Document Type


Date of Award


Degree Name

Doctor of Philosophy in Civil Engineering - (Ph.D.)


Civil and Environmental Engineering

First Advisor

Jay N. Meegoda

Second Advisor

Bruno M. Goncalves da Silva

Third Advisor

Liming Hu

Fourth Advisor

Matthew J. Bandelt

Fifth Advisor

David Washington


This dissertation consists of two major parts: Firstly, experimental investigation of four major shale softening mechanisms and quantifications of structural parameters. Secondly, numerical simulations of nano-scale flow behaviors using the previous experiments determined parameters based on modified pore network modeling.

Hydraulic fracturing is widely applied to economical gas production from shale reservoirs. Still, the gradual swelling of the clay micro/nano-pores due to retained fluid from hydraulic fracturing causes a gradual reduction of gas production. Four different gas-bearing shale samples are investigated to quantify the expected shale swelling due to hydraulic fracturing. These shale samples are subject to heated deionized (DI) water at 100°C temperature and 8.2 MPa pressure in a laboratory reactor for 72 hours to simulate shale softening. The micro and nano-pore structures change during shale swelling, and the porosity decreases after shale treatment. The porosity decreases by 4% for clayey shale, while for well-cemented shale, the porosity only decreases by 0.52%. The findings show that the initial mineralogical composition of shale plays a significant role in the swelling of micro and nano-pores and the pore structure alteration due to retained fluid from hydraulic fracturing.

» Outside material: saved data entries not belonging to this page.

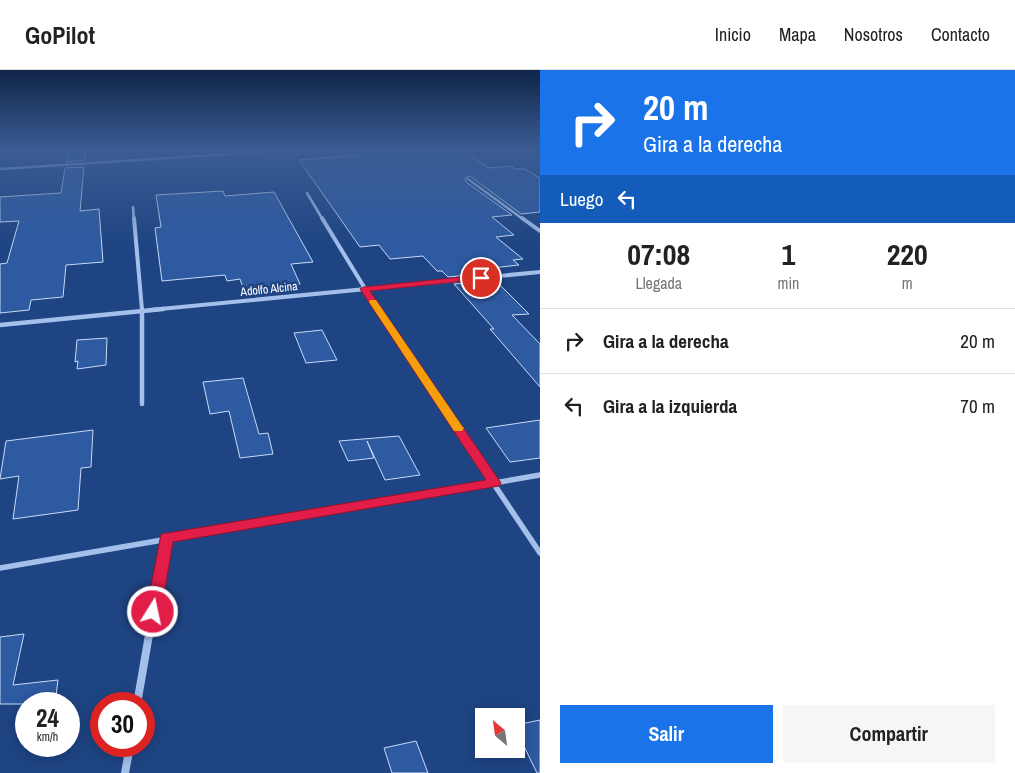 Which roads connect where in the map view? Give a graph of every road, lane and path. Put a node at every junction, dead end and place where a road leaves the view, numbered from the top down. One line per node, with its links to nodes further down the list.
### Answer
1 (472, 182): 4 (street)
2 (307, 193): 6 (street)
3 (133, 207): 7 (street)
4 (540, 231)
5 (540, 272): 6 (street, Adolfo Alcina)
6 (364, 289): 7 (street, Adolfo Alcina); 11 (street)
7 (142, 311): 8 (street, Adolfo Alcina); 9 (street)
8 (0, 325)
9 (142, 404)
10 (540, 475): 11 (street)
11 (494, 483): 12 (street); 13 (street)
12 (166, 538): 14 (street); 15 (street)
13 (540, 553)
14 (0, 568)
15 (139, 692)
16 (128, 757): 17 (street)
17 (125, 773)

Secondly, the permeability of shale is of significance in the gas extraction process. The shale gas permeability is usually obtained based on Darcy flow using standard laboratory permeability tests that do not account for different transport mechanisms and anisotropic effects in shale due to nano-scale pore structure. However, this method cannot reflect the variations in transport mechanisms and anisotropic effect in shale due to additional nano-scale pore structure into consideration. In this study, the permeability of shale is simulated by a pore network model. Pore structure characteristics can be described by specific parameters, including porosity, pore size, pore throat distribution, and coordination number. The anisotropy is incorporated into the model using a coordination number ratio, and an algorithm is developed for connections of the pores in the shale formation. The proposed three-dimensional pore network model is verified by predicting hydraulic connectivity and comparing it with several high-pressure permeability tests. Results show that the prediction of the anisotropic model is closer to the test results than that of the isotropic model. The predicted permeability calculated by numerical simulation is consistent with the measured permeability.

Finally, the production rate with time for three formations and the negative effect of shale softening on gas production is analyzed, respectively. Then the historical production data from Eagle Ford Shale, Haynesville Shale, and Longmaxi shale are compared. A modified PNW model is developed to simulate each shale formations' flow properties using realistic reservoir parameters. The simulation results have a similar decline rate compared to actual historical production data, and the effect of softening of shale matrix is also incorporated. These results can predict how shale softening impacts the production rate of different conditions and provide a clear picture of how reservoir properties influence the overall production rate within nano-scale.